Malfa is a town and comune (municipality) on the island of Salina, one of the Aeolian Islands, in the Metropolitan City of Messina in the autonomous island region of Sicily in southern Italy. It is located about 140 km northeast of Palermo and about 80 km northwest of Messina. It has 1,003 inhabitants.

The island of Salina is greenest and second largest of the seven islands in the archipelago. The main economic activities are agriculture, tourism and fishing. Cultivated products are grapes, capers, olives, figs and pricklypears.

== Etymology ==
Malfa derived its name from Amalfi, after some families from that city established here during the 12th century.

== Demographics ==
As of 2026, the population is 1,003, of which 51.9% are male, and 48.1% are female. Minors make up 14.1% of the population, and seniors make up 24.0%.

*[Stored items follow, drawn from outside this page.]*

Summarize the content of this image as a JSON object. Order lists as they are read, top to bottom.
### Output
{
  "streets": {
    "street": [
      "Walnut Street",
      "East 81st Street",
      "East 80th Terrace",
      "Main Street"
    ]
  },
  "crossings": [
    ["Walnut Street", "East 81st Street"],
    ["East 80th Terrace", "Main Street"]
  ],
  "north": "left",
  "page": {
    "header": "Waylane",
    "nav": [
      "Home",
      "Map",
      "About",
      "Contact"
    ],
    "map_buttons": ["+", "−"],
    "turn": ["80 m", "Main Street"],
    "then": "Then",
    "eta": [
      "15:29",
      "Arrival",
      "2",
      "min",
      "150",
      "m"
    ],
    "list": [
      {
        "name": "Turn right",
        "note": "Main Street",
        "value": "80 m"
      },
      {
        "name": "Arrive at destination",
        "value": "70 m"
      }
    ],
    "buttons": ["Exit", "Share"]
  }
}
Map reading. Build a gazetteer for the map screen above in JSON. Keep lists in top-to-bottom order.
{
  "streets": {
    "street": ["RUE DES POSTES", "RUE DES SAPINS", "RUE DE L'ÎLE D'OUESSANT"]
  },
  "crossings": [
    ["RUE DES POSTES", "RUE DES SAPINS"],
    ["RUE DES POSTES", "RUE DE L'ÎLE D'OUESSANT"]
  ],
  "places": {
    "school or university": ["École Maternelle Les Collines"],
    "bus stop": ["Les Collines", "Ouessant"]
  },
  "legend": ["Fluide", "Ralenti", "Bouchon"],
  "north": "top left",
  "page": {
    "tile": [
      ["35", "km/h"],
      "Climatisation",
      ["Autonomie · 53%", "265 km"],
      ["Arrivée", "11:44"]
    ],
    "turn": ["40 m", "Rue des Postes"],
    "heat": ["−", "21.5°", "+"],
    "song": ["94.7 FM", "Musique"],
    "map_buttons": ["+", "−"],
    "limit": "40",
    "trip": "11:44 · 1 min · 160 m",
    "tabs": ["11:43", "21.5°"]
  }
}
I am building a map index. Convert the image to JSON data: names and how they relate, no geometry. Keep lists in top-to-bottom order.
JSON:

During the 20th century, many Malfitani migrated to Australia and to a lesser number to the United States.

=== Immigration ===
As of 2025, immigrants make up 14.5% of the population. The 5 largest foreign countries of birth are Morocco, Romania, France, Poland, and Ukraine.

== Culture ==
Malfa celebrates the festival of San Lorenzo (Patron Saint of Malfa) on 10 August each year, with a street parade, music and fireworks.

== Economy ==
Malfa is a production and exporting center of Malvasia white wine. The fertile soil produces capers for export.

== In popular culture ==
The movie The Postman, Massimo Troisi's last one, was filmed in the frazione of Pollara.